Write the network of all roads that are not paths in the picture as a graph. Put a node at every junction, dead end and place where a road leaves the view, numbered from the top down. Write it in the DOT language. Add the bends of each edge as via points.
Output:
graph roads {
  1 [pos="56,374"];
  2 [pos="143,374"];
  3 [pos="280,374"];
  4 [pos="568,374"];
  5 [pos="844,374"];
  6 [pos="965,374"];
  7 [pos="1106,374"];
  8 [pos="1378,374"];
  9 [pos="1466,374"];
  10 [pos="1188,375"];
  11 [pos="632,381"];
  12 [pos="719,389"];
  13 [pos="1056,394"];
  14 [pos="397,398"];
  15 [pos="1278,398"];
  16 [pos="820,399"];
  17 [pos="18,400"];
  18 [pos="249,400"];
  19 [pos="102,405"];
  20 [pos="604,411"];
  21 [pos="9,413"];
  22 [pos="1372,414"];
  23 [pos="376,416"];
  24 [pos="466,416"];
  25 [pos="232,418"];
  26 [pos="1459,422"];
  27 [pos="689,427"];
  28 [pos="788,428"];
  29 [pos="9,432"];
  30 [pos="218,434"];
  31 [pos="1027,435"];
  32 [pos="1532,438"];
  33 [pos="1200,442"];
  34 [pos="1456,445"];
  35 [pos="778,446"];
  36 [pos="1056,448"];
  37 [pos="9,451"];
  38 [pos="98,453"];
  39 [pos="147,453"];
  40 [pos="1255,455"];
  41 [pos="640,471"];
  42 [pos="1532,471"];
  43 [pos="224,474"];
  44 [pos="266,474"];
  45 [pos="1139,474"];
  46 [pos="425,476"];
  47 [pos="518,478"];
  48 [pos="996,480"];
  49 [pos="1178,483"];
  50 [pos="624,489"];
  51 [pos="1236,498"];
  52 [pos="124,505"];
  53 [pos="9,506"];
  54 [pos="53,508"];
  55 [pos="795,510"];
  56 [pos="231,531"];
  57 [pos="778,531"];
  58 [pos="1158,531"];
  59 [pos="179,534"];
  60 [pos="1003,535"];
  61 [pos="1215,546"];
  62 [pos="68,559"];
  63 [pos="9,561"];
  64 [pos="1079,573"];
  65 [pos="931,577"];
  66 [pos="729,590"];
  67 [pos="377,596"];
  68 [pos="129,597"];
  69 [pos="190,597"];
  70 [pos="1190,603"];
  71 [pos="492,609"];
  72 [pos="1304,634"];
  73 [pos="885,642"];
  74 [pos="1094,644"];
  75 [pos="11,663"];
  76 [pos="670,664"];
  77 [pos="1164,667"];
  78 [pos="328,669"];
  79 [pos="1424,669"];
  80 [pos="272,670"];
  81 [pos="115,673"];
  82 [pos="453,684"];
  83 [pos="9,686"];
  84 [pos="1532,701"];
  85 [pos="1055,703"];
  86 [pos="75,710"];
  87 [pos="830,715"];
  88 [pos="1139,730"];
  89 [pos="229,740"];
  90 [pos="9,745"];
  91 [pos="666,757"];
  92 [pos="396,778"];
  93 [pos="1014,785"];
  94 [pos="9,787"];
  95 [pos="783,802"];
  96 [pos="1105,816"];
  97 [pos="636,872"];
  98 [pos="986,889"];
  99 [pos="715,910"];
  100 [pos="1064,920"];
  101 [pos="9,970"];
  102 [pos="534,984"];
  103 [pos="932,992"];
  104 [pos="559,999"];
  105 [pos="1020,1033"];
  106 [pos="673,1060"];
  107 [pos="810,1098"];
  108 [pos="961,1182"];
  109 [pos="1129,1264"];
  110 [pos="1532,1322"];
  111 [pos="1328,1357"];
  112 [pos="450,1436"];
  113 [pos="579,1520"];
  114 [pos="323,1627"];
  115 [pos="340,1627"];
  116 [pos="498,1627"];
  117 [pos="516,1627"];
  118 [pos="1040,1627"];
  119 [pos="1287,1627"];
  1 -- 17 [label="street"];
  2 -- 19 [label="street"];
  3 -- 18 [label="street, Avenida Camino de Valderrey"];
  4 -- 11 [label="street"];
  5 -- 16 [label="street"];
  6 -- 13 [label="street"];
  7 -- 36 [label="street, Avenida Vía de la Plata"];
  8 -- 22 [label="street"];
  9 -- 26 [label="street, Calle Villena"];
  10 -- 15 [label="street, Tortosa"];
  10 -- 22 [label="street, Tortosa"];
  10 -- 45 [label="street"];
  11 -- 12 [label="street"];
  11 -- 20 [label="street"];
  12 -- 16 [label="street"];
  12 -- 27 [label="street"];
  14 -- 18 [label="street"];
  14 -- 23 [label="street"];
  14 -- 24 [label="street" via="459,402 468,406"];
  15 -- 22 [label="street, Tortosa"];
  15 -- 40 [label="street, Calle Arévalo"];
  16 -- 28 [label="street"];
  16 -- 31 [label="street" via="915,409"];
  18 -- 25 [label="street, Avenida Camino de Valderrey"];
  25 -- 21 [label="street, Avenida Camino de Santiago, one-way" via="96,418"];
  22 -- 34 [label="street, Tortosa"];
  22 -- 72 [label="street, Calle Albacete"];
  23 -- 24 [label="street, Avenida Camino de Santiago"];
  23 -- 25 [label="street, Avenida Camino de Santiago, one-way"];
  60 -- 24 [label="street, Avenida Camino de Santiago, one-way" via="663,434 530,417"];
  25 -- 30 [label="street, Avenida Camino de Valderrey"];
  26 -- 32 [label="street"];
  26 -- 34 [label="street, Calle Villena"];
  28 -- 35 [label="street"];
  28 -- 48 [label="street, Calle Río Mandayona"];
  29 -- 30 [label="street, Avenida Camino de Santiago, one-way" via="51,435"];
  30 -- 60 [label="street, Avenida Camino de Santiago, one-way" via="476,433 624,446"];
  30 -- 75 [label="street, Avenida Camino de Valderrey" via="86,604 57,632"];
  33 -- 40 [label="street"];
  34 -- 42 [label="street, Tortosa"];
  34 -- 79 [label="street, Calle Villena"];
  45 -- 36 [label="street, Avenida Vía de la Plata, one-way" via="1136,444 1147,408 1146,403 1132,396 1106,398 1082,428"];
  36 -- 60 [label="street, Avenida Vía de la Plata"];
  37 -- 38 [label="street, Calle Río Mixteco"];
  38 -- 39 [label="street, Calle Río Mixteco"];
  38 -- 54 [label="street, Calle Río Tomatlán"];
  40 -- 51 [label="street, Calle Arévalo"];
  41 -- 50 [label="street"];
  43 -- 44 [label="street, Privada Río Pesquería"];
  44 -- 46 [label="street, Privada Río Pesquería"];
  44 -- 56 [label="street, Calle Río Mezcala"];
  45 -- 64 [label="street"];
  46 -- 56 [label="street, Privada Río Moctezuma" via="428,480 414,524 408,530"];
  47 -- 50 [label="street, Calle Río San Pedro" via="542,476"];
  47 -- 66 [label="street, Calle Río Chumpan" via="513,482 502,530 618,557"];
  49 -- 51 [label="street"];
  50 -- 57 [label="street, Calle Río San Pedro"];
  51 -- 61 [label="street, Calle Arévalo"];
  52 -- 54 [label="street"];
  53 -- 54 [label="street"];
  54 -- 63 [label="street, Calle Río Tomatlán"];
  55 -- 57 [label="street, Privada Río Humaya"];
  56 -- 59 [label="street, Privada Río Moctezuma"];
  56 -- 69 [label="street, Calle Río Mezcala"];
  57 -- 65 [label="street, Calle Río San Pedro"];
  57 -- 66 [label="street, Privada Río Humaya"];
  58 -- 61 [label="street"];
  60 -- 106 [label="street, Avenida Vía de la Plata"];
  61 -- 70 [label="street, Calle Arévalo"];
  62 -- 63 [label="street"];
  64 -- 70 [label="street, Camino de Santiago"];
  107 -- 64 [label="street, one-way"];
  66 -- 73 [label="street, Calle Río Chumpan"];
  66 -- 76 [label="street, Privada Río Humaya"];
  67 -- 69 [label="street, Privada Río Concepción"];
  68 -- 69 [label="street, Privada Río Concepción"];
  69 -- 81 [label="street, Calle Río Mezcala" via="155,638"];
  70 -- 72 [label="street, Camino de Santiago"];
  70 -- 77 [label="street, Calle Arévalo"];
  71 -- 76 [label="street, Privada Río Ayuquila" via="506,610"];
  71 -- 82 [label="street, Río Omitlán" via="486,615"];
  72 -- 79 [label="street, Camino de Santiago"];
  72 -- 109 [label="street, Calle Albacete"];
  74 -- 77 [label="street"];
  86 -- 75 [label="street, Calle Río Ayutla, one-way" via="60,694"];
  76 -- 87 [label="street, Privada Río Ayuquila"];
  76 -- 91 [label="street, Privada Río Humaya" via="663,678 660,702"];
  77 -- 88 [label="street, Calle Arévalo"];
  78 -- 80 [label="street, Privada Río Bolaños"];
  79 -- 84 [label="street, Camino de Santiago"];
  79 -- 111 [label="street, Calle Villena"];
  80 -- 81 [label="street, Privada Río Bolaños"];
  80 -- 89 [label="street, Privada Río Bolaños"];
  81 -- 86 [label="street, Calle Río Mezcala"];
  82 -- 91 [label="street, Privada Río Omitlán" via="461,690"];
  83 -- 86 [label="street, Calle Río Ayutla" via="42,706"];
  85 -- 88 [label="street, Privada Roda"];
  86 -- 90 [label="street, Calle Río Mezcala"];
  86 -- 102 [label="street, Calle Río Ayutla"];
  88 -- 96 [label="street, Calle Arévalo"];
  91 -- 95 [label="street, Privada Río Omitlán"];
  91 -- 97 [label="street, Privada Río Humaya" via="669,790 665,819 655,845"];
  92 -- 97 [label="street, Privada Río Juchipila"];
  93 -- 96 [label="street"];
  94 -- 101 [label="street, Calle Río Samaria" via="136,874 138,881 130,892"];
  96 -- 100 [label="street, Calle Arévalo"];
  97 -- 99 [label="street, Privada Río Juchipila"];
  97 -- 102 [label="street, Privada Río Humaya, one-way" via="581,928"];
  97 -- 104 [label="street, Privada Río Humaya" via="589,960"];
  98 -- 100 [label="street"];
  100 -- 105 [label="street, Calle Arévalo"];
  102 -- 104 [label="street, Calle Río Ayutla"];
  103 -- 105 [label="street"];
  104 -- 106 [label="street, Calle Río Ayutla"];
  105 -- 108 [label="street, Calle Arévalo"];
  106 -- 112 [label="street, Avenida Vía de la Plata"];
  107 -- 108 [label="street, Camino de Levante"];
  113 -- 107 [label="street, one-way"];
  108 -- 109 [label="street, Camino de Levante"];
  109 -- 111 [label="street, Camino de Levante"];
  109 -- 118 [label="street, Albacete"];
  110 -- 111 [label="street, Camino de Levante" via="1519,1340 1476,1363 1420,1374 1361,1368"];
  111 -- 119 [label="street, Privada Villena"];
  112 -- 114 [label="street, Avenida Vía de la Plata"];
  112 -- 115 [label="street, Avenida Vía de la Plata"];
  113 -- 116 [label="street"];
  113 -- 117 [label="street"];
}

[WHAT THE TASK REQUIRES] Only the number should be given: the count of lines in the entries that contain the string "Mezcala".

[THE COMPLETED TASK] 5